In ‘A Critical Analysis of Māori Cosmologies and the Tyranny of Epistemic Western-centrism’, Māori scholar Mere Skerrett discusses and theorizes wayfinding as a metaphor and method/ology in the cocreation of Māori knowledge. The article carefully guides the reader to understand why and how Māori knowledge systems, especially ancestral navigational knowledge and its linkages to gender, are formed in relation with the earth and its elements. The article first offers an overview of the processes and practices involved in the gradual transformation of Māori into British economic, political and family structures over the last centuries, with a consequent loss of Māori lives, lands, language/s, knowledge base and natural resources. These processes by Britain of colonizing Aotearoa to become New Zealand, including the traumas produced by such destruction, have stimulated the work to revitalize the mātauranga Māori culture and knowledge. In this piece, Mere presents wayfinding as a symbolic and methodological tool, or a signpost, into the future. The roots of wayfinding reach back 1000 years to Mere’s ancestors, the first Polynesian/Māori explorers, who developed and used a special system that she calls socioecological mapping. This system comprised a star compass and knowledge base that were built and fine-tuned over time and passed on intergenerationally through the language of navigation. The system enabled the Māori to navigate successfully more than a millennium before their Western counterparts, and it was characterized by the navigator being an organic part within the compass, not outside it or detached from it.

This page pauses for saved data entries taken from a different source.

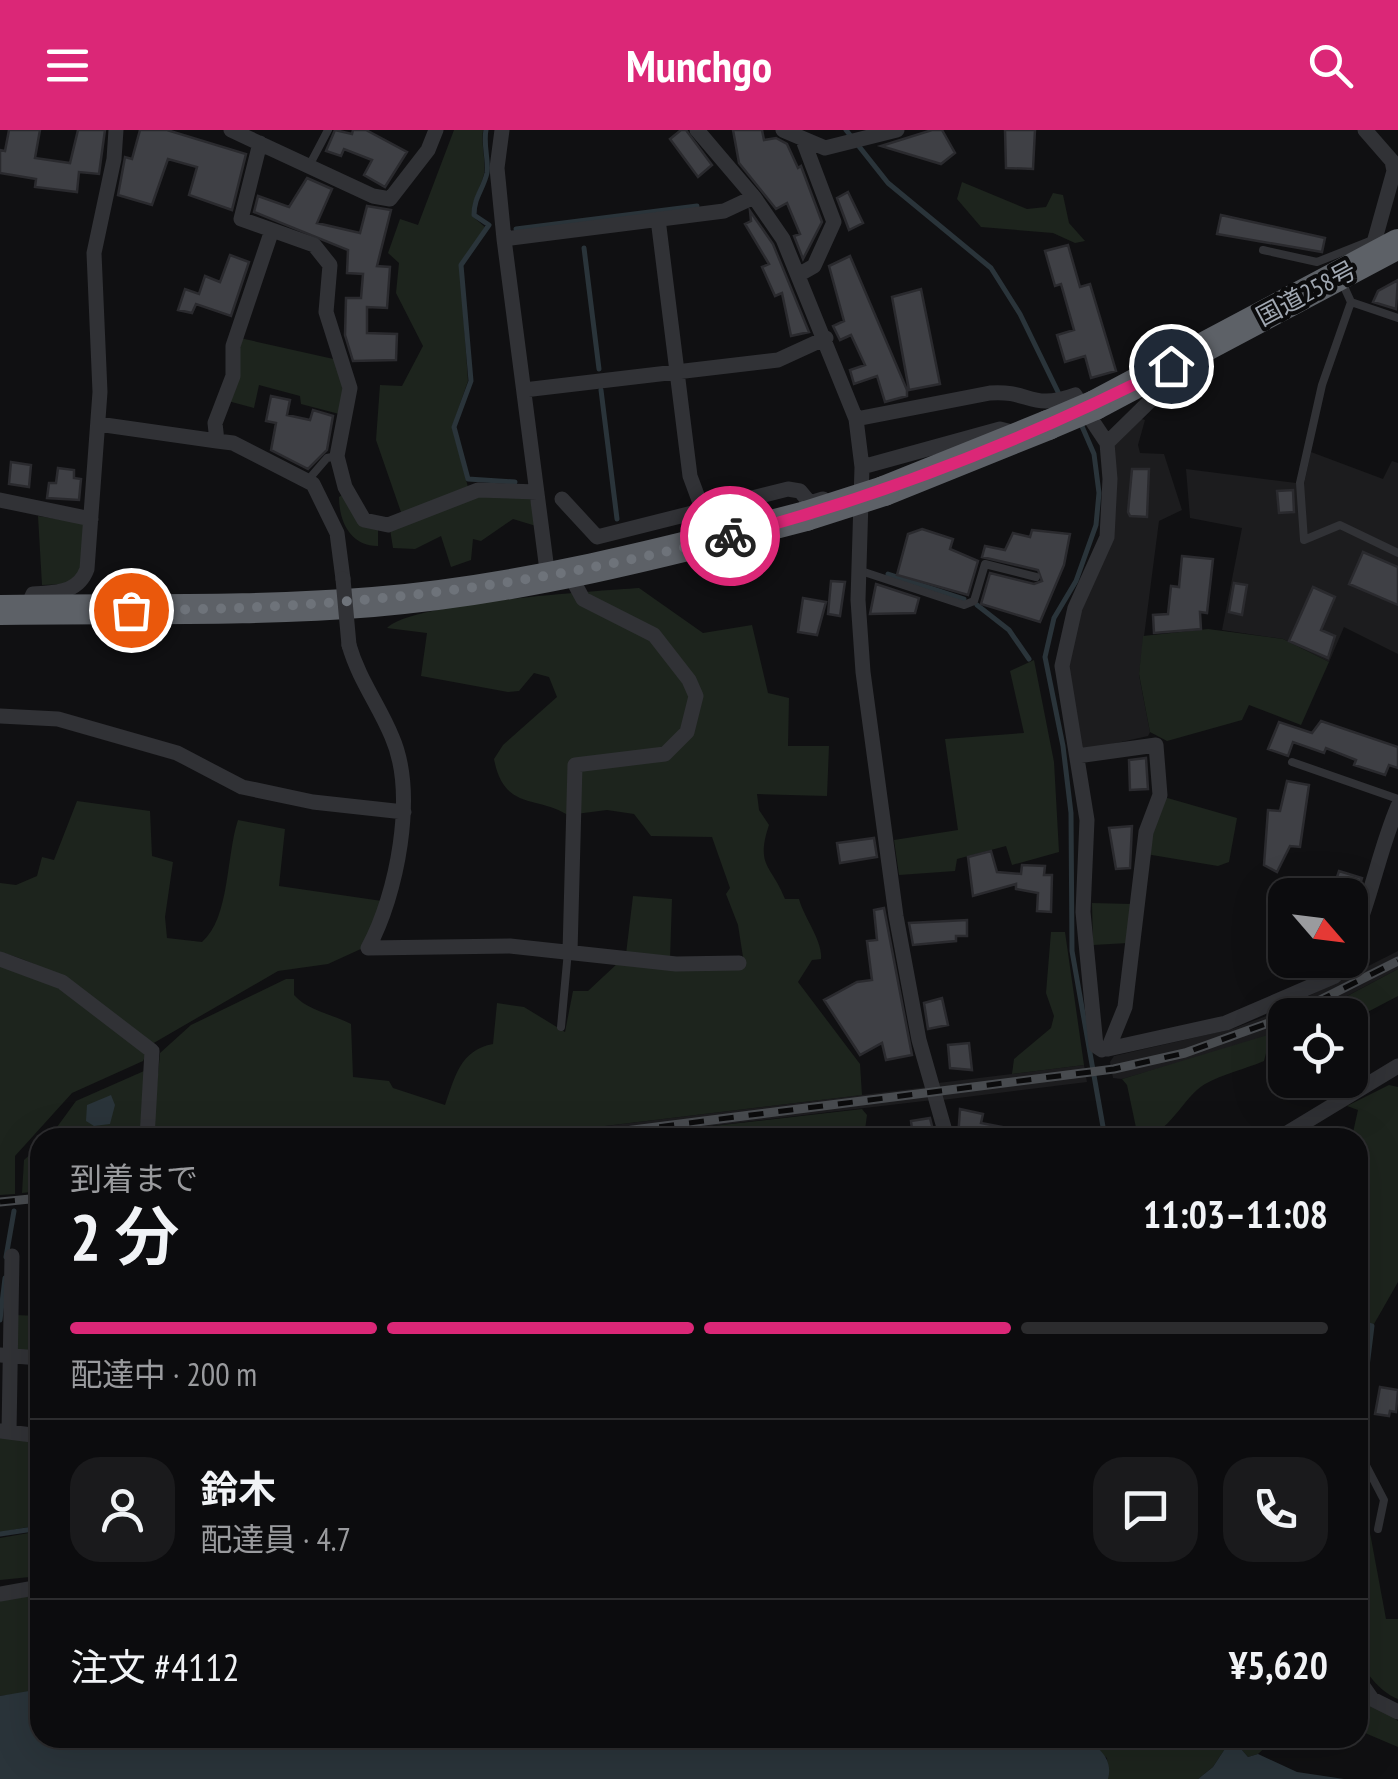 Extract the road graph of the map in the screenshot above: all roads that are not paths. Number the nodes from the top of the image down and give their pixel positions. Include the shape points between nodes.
1 (116, 130) edge
2 (232, 130) edge
3 (328, 130) edge
4 (436, 130) edge
5 (502, 130) edge
6 (697, 130) edge
7 (783, 130) edge
8 (897, 130) edge
9 (1365, 130) edge
10 (873, 136) edge
11 (254, 138) edge
12 (803, 140) junction
13 (308, 166) junction
14 (754, 197) junction
15 (658, 219) junction
16 (272, 230) junction
17 (504, 239) junction
18 (1385, 245) edge
19 (1264, 250) dead end
20 (800, 274) junction
21 (1345, 289) junction
22 (1398, 318) edge
23 (826, 338) junction
24 (678, 372) junction
25 (1152, 376) junction
26 (524, 390) junction
27 (1082, 400) junction
28 (856, 419) junction
29 (1039, 422) junction
30 (98, 424) junction
31 (217, 441) junction
32 (1106, 444) junction
33 (336, 456) junction
34 (862, 467) junction
35 (308, 480) junction
36 (873, 489) junction
37 (537, 492) junction
38 (562, 499) dead end
39 (0, 500) edge
40 (703, 511) junction
41 (92, 519) junction
42 (1398, 554) edge
43 (858, 570) junction
44 (558, 576) junction
45 (1036, 577) dead end
46 (13, 610) edge
47 (0, 716) edge
48 (1077, 756) junction
49 (1292, 762) dead end
50 (1398, 802) edge
51 (404, 812) junction
52 (1368, 902) edge
53 (569, 952) junction
54 (0, 959) edge
55 (739, 963) dead end
56 (1330, 978) edge
57 (561, 1027) dead end
58 (1102, 1050) dead end
59 (1398, 1066) edge
60 (148, 1128) edge
61 (943, 1128) edge
62 (1296, 1128) edge
63 (12, 1256) dead end
64 (6, 1356) edge
65 (5, 1431) edge
66 (30, 1435) edge
67 (1368, 1469) edge
68 (1378, 1529) dead end
69 (30, 1589) edge
70 (0, 1594) edge
71 (1368, 1693) edge
72 (1398, 1712) edge

1 - 30 street via 94,253
2 - 11 street
3 - 13 lane
4 - 13 street via 390,199
5 - 17 street via 497,168
6 - 14 street
7 - 12 street
8 - 10 street
9 - 18 street via 1394,171
10 - 12 street via 825,148
11 - 13 street
11 - 16 street via 241,219
12 - 20 street via 834,222 814,266
14 - 15 street via 724,211
14 - 20 street
15 - 17 street
15 - 24 street
16 - 31 street via 233,346
16 - 33 street via 314,244 330,265 326,312 350,388
17 - 26 street
18 - 19 lane via 1316,262
18 - 21 highway, 国道258号
20 - 23 street
21 - 22 lane
21 - 25 highway, 国道258号
21 - 42 lane via 1300,483 1304,540 1340,525
23 - 24 street via 778,360
23 - 28 street
24 - 26 street
24 - 40 street via 690,476
25 - 27 highway, 国道258号
25 - 32 street via 1156,395
26 - 37 street
27 - 29 highway, 国道258号, bridge
27 - 32 street
28 - 29 street via 1006,392
28 - 34 street
29 - 34 street
29 - 36 highway, 国道258号
30 - 31 street
30 - 41 street
31 - 35 street
32 - 48 street via 1107,537 1074,608 1063,652
33 - 35 lane
33 - 37 street via 361,516 379,526 469,492
34 - 36 street
35 - 51 street, bridge via 337,534 350,646 357,673 392,736
36 - 40 street via 810,503 788,489
36 - 43 street
36 - 44 highway, 国道258号, bridge via 806,516
37 - 44 street
38 - 40 street via 597,537
39 - 41 street
41 - 46 street via 83,580 69,590 33,594
43 - 45 lane via 964,604 974,601 985,564
43 - 61 street via 863,672 896,916
44 - 46 highway, 国道258号 via 376,602
44 - 53 street via 583,598 654,635 696,696 687,732 664,754 575,765
47 - 51 street via 58,718 176,753 242,788
48 - 56 street via 1156,745 1160,795 1146,832 1125,1007 1108,1049 1226,1024
48 - 58 street via 1087,820 1083,912 1096,1046
49 - 50 lane
50 - 52 street
51 - 53 street via 379,928 368,948
53 - 55 street via 676,964
53 - 57 lane
54 - 60 street via 62,982 152,1052
59 - 62 street
63 - 64 street
64 - 65 street
65 - 66 street
67 - 68 lane via 1384,1500
69 - 70 street
71 - 72 street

The article concludes with a reminder that the star compassing methodology shares a number of intellectual and practical activities of systematic, scientific observation and gathering of data with elements typically connected to Western knowledge production, albeit the earliest Māori voyagers employed them long before Westerners achieved the methods. Mere argues that wayfinding as methodology is a part of sophisticated, ancient onto-epistemologies of being, doing, relating and knowing together with stars, land, sea and intuition. Wayfinding challenges Western educational thought systems and recentres Māori knowledge by providing an alternative ontology of pluriversality based on ‘human activities in the rhythms, cycles and frames of nature’ and grounded in Indigeneity.

In ‘Visiting as an Indigenous Feminist Practice’, four Indigenous scholars from three different communities – Eve Tuck, Haliehana Stepetin, Rebecca Beaulne-Stuebing and Jo Billows – address visiting, a queer, relational, anticapitalist practice connected to accountability, vulnerability and mutuality and rooted in the cosmologies of North American Indigenous communities. Each of the scholars shares some of their practices of visiting in feminist Indigenous ways informed by Unangax^ collectively held ways of thinking about the universe. They gather their thoughts on how visiting operates in their work as practice through theme areas of pedagogy, arts, community practices, medicinal herb gardening, everyday materialities and relationship to land and water. From Jo’s account, we learn about visiting as part of art making, gardening, walking, writing and other practices of being in relation. They contemplate visiting through their relationship to urban lands and waterways in ways that exceed the limitations of time and place. They write how visiting with buried river sand creeks can be about imagining pasts and futures otherwise. For them, visiting is a way to redevelop, revive and sustain relationships momentarily lost in the course of urbanization and industrialization of land and water. It means carefully listening, learning and imagining through the waters where they have always been and still are – although currently disrupted and pushed below the surface. And there is a solid, affirmative echo: ‘If they are blocked by obstructions, when those are removed, they will no doubt resume their course’. For Haliehana, visiting is an embodied practice and a way to connect and transmit Indigenous histories, values and knowledge across generations and across time and space. Rebecca approaches visiting through medicine-plant gardening to understand the role of plants as more-than-human relatives and of human kin members as elder teachers, understanding human roles as helpers, learners and listeners and ‘coming to know what it means to care for the land and all who are living there’. Eve, referring to a set of her previous articles, contemplates the relationality between visit, visiting and visitation as an Indigenous feminist way of relating to her collaborative cowriters, which include place, the past, and more-than-human persons. Importantly, visiting is guided by the idea of visiting our children’s future homelands, where we are guests.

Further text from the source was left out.